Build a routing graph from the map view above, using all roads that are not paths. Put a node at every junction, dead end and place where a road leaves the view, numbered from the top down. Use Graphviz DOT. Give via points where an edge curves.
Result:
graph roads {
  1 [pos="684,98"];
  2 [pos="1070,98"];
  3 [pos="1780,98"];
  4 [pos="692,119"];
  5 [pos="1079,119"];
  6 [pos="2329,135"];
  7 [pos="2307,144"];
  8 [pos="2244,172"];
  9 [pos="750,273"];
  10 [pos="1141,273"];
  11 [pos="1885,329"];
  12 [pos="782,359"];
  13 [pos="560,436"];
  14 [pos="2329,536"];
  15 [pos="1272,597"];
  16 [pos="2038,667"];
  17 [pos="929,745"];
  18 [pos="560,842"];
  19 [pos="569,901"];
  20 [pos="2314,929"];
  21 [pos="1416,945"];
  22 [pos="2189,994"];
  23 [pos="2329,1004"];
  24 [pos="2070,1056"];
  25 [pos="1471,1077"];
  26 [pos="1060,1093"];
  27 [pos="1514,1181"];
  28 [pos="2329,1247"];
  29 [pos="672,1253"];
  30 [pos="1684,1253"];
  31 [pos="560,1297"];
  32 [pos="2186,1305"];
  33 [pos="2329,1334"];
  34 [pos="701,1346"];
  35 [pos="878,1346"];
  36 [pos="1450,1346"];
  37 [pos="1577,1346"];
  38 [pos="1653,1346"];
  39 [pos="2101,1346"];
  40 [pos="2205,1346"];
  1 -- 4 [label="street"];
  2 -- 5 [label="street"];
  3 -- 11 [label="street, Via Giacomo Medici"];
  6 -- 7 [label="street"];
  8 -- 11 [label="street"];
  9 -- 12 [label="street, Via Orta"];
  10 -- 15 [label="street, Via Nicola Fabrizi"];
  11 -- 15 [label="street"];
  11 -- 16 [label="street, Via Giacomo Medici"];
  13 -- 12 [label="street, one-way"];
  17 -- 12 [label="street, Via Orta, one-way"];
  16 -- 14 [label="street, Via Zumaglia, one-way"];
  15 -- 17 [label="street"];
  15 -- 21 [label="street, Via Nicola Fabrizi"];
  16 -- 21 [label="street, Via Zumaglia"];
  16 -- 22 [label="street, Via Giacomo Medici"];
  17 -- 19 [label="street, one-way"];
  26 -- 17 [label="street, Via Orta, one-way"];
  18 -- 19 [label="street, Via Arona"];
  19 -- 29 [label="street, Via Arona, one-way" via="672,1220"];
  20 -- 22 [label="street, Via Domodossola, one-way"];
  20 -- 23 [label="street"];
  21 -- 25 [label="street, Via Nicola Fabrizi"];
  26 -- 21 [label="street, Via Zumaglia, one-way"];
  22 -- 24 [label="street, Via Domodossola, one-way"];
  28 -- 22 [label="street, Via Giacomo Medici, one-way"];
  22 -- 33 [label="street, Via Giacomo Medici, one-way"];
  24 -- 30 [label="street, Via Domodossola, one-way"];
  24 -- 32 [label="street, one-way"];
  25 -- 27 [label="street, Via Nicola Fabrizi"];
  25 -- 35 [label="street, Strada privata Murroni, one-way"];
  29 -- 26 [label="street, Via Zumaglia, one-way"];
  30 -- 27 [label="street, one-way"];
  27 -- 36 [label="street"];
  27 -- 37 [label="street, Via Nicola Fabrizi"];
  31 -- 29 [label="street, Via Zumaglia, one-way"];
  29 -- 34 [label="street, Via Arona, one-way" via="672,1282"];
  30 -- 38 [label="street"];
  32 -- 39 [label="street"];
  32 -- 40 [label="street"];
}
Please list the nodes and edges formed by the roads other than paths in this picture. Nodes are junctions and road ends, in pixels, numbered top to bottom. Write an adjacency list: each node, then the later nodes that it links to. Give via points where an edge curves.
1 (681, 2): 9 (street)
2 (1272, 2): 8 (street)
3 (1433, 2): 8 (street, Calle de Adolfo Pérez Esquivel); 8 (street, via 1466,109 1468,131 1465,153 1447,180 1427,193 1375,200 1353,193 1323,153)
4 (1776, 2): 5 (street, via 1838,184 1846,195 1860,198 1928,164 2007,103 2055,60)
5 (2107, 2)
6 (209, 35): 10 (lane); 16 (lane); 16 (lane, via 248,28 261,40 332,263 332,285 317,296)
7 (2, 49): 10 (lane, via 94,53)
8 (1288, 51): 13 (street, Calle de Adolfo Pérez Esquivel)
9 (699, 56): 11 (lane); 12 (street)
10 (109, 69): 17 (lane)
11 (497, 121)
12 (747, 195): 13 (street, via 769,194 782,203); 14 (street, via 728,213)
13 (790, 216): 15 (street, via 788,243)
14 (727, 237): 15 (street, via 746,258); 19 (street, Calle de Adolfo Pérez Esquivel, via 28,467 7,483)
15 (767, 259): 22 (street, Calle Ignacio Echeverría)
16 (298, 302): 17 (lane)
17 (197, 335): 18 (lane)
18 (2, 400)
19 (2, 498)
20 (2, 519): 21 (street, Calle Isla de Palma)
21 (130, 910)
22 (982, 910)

------------------------------------------------------------

Copy all lines in the listing above where the string "Arona" appears.

  18 -- 19 [label="street, Via Arona"];
  19 -- 29 [label="street, Via Arona, one-way" via="672,1220"];
  29 -- 34 [label="street, Via Arona, one-way" via="672,1282"];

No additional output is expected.